Exploring Episode-Based Approaches for Medicare Performance Measurement, Accountability and Payment Final Report. Summary


In this chapter, we presented the results of exploratory analyses to identify issues related to constructing and using episodes of care the purposes of measurement and aligning incentives to deliver high quality care. The episodes of care were constructed for convenience using by two commercial episode groupers, Symmetry ETGs and Thomson MEGs.

We found that beneficiaries with the nine conditions we examined experienced an average of 10 episodes of any kind during the measurement year, most of which were not related to nine conditions of focus in this study. Many of the unrelated episodes were common among a large proportion of beneficiaries across the nine study conditions, such as hypertension, congestive heart failure, and fungal skin infections. It is unclear whether physicians and other providers would view a beneficiary's multiple episodes as defined in this study as distinct issues to be managed separately or as related issues to be managed jointly.

We found that standardized payments per episode varied widely both across and within the nine conditions, In addition, there was an inverse relationship was observed between standardized episode payments and the coefficient of variation. We used fairly broad groupings of patients based on the nine conditions. Heterogeneity within a condition might be reduced if subgroups of patients were created. For example, instead of grouping together all diabetics, separating them into categories based on the degree of advancement of their disease. There is also a need to understand the key sources of variation in standardized payments and which sources need to be accounted for in the episode construction or patient group creation, versus which are sources of variation you could seek to eliminate through the application of episodes for performance measurement or financial incentives.

Beneficiaries who experienced a greater total number of episodes (both related and unrelated to conditions of focus) had higher average standardized payments per episode and more providers involved in the delivery of care for each episode related to the conditions of focus. This suggests the need to not only risk-adjust for the severity of the specific condition of focus, but also the other conditions experienced by the beneficiary.

Across the nine conditions, there was no standard care pattern of types of providers and settings involved for the related episodes. Even for patients with the same condition, there was substantial variation in care trajectories. Often care cuts across three settings of care for any given condition. During a single episode of care, the care provided was often dispersed among multiple specialists, but usually involved a single primary care physician (PCP).  These PCPs may offer a foundation for coordinating the care across an episode.

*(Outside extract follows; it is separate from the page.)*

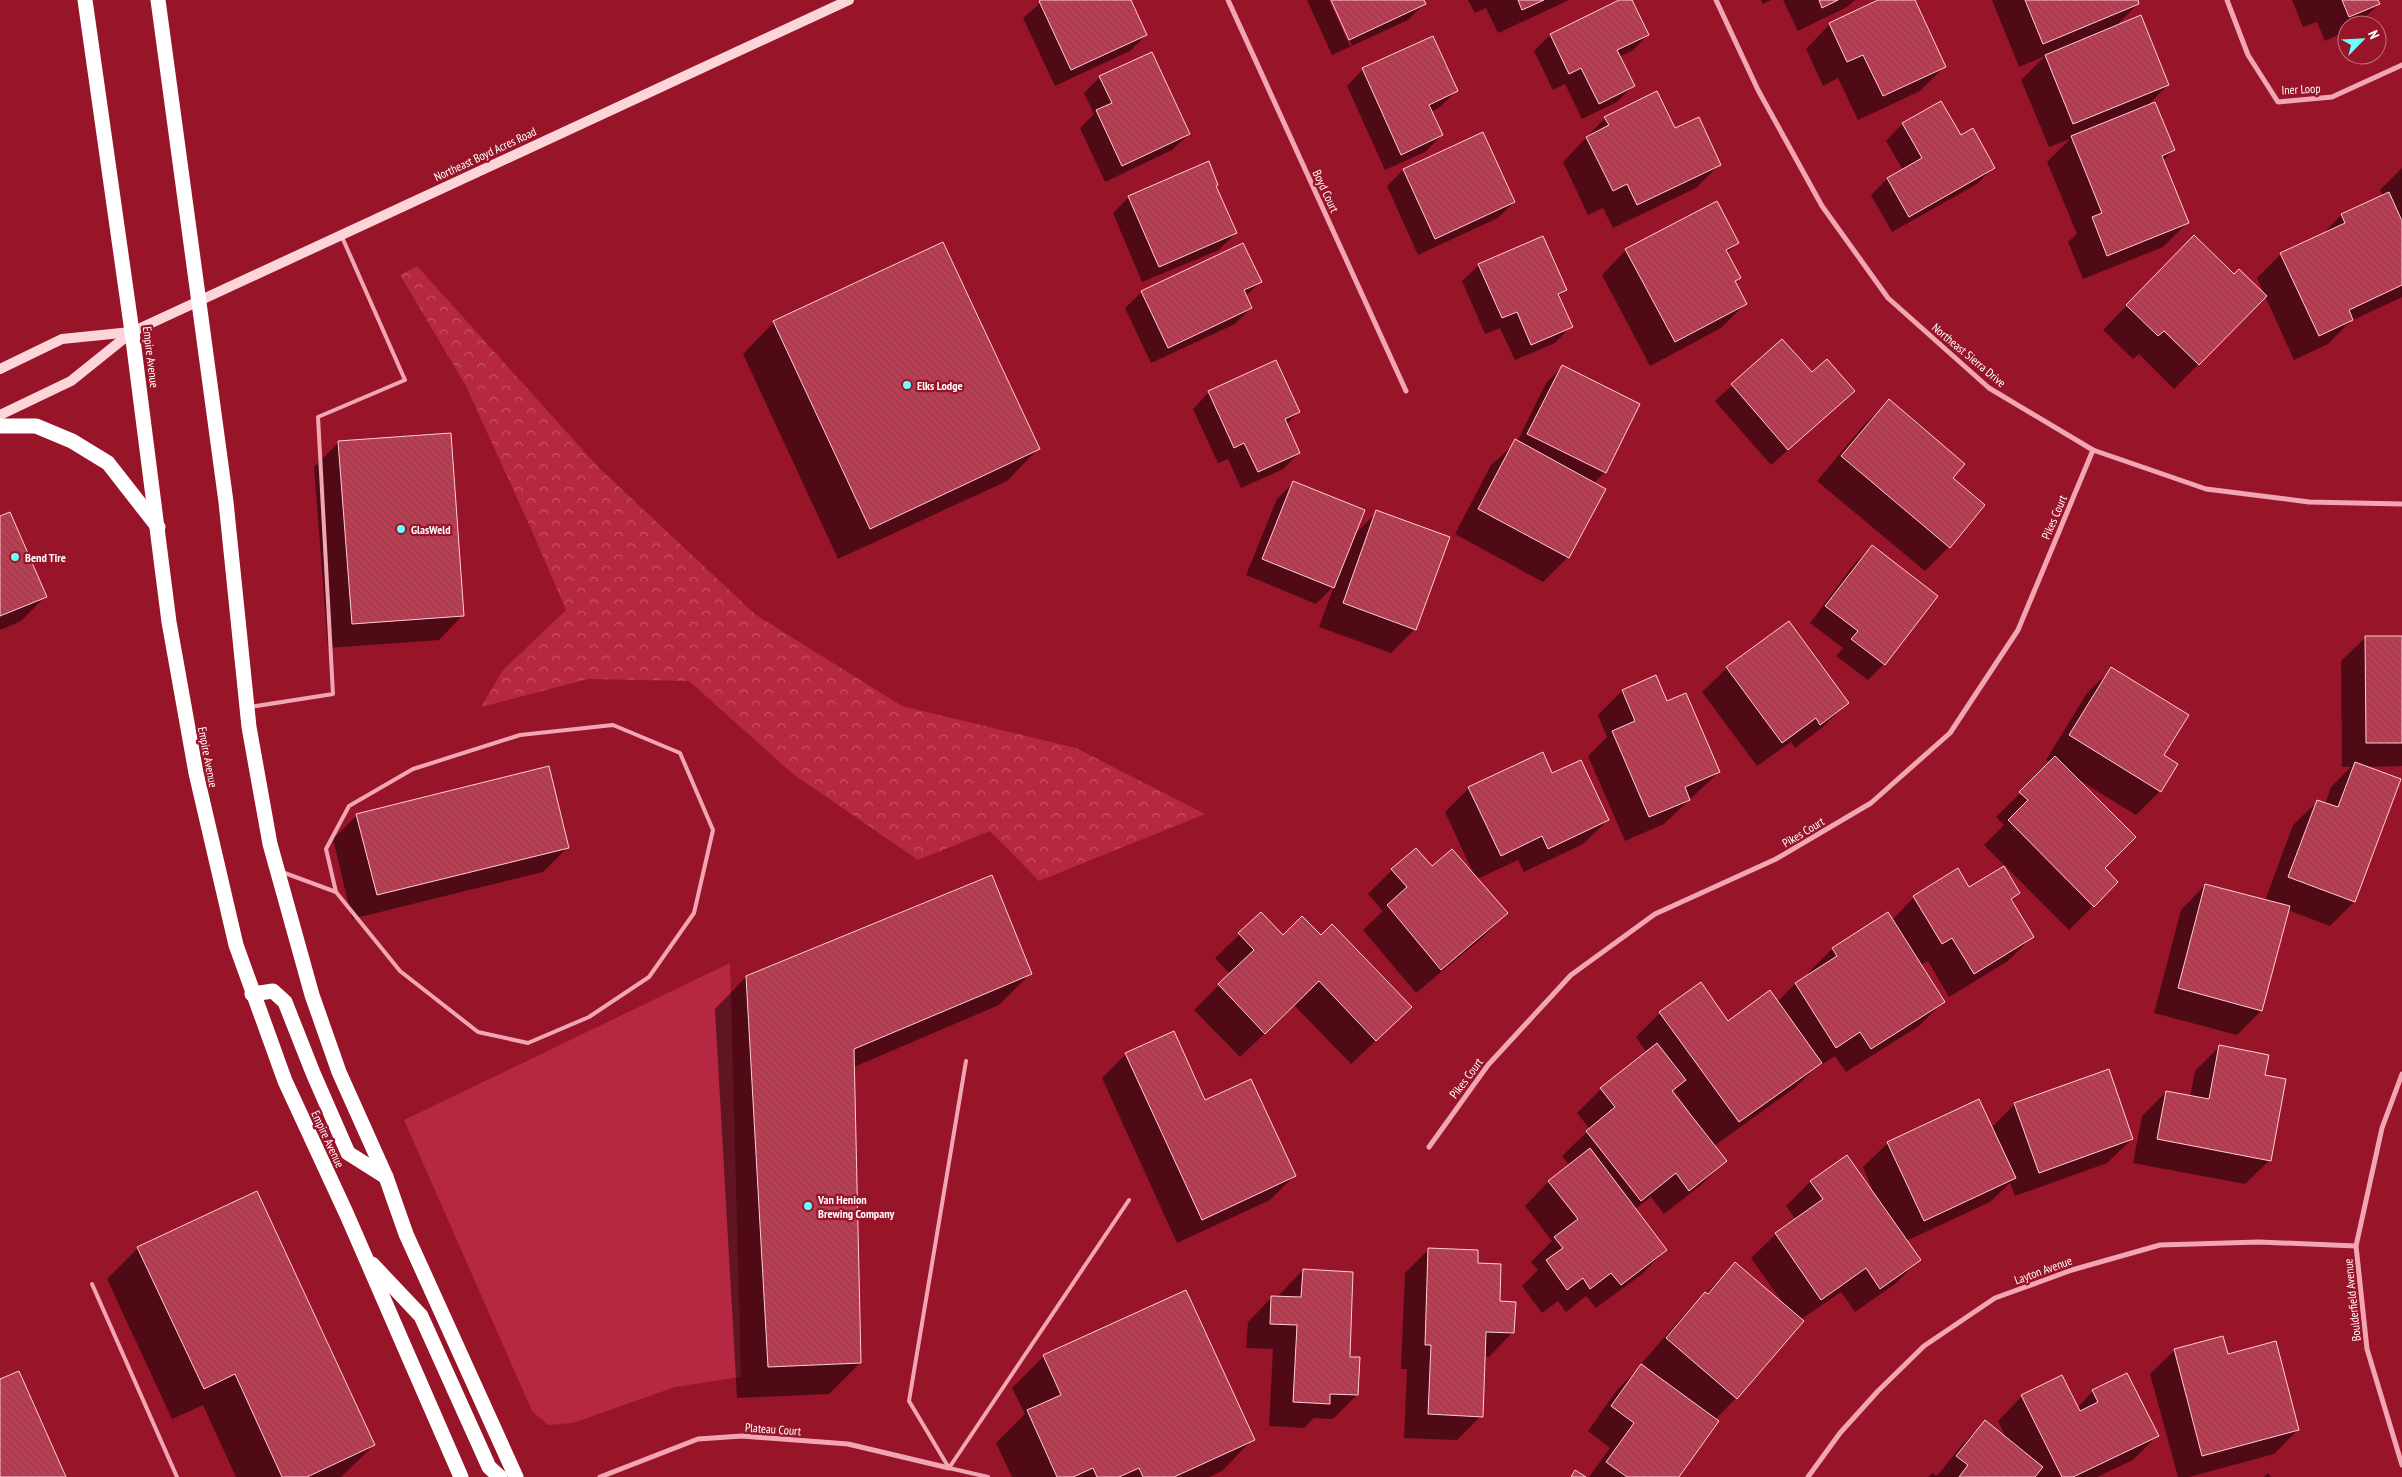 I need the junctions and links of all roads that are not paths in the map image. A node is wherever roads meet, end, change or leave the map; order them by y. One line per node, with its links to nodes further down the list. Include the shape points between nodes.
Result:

Care patterns showed variation across the three states we examined. Some of the variation that was observed is likely related to differences in the supply of different types of health care providers in different geographic health care markets. For example, inpatient rehabilitation facility (IRF) care was more common for episodes in Texas, where these types of facilities are relatively numerous. In Oregon and Florida, the use of IRFs was less common than in Texas, but use of SNFs was more common. The implications of these supply-related variations in care patterns are not clear.

A significant fraction of episodes could be assigned to a provider for most of the attribution rules we studied.  However, we did observe variation in what proportion of the episodes could be assigned depending on the rule and the type of condition.  Some conditions are addressed primarily in an ambulatory setting and in these types of episodes, a facility-based rule led to a smaller share of episodes being assigned.  For other conditions, an individual provider may represent only a small fraction of total episode payments (e.g., physicians in an AMI episode represent only 6.5% of total costs, whereas the facility represents 66.4%), and in this situation, rules that would assign the episode to this single physician may not be as appropriate. These findings illustrate that a single approach to attributing episodes to providers may not be appropriate.

Variation existed across the three states in the average number of episodes per beneficiaries, both overall and for beneficiaries with each of the nine conditions focus, average standardized payments for episodes related to the nine conditions, the involvement of different post-acute care providers, and the percent of episodes for which beneficiaries received care outside of their state of residence. The mean number of total episodes of all types per beneficiary varied widely among the three states in our analysis, averaging 6.1 episodes per beneficiary in Oregon, 6.9 in Texas and 8.0 in Florida. The average standardized payment per episode for the episodes related to the nine conditions varied in a consistent pattern across the nine conditions, and Oregon consistently had lower average per-episode payments than Florida or Texas. The reasons behind these geographic variations in per episode payments and frequency of episodes are unclear.

These results suggest that the optimal way in which episodes would be constructed would depend on how they would be applied and on policy considerations, such as promoting improved coordination among providers in the delivery of care across a patient's care trajectory within an episode. Because this study relied on the use of two existing commercially available episode groupers, what we observed in the data analyses we performed was influenced by how each of the grouper tools constructs an episode, and those reading this report should bear this in mind. For example, distinguishing between acute events and chronic episodes is an important consideration. There are chronic episodes with acute exacerbations (such as ischemic heart disease with a heart attack), strictly chronic episodes (ongoing management of diabetes), and strictly acute episodes (such as hip fracture), and the policy considerations are likely to differ depending on the type of episode being considered and the application.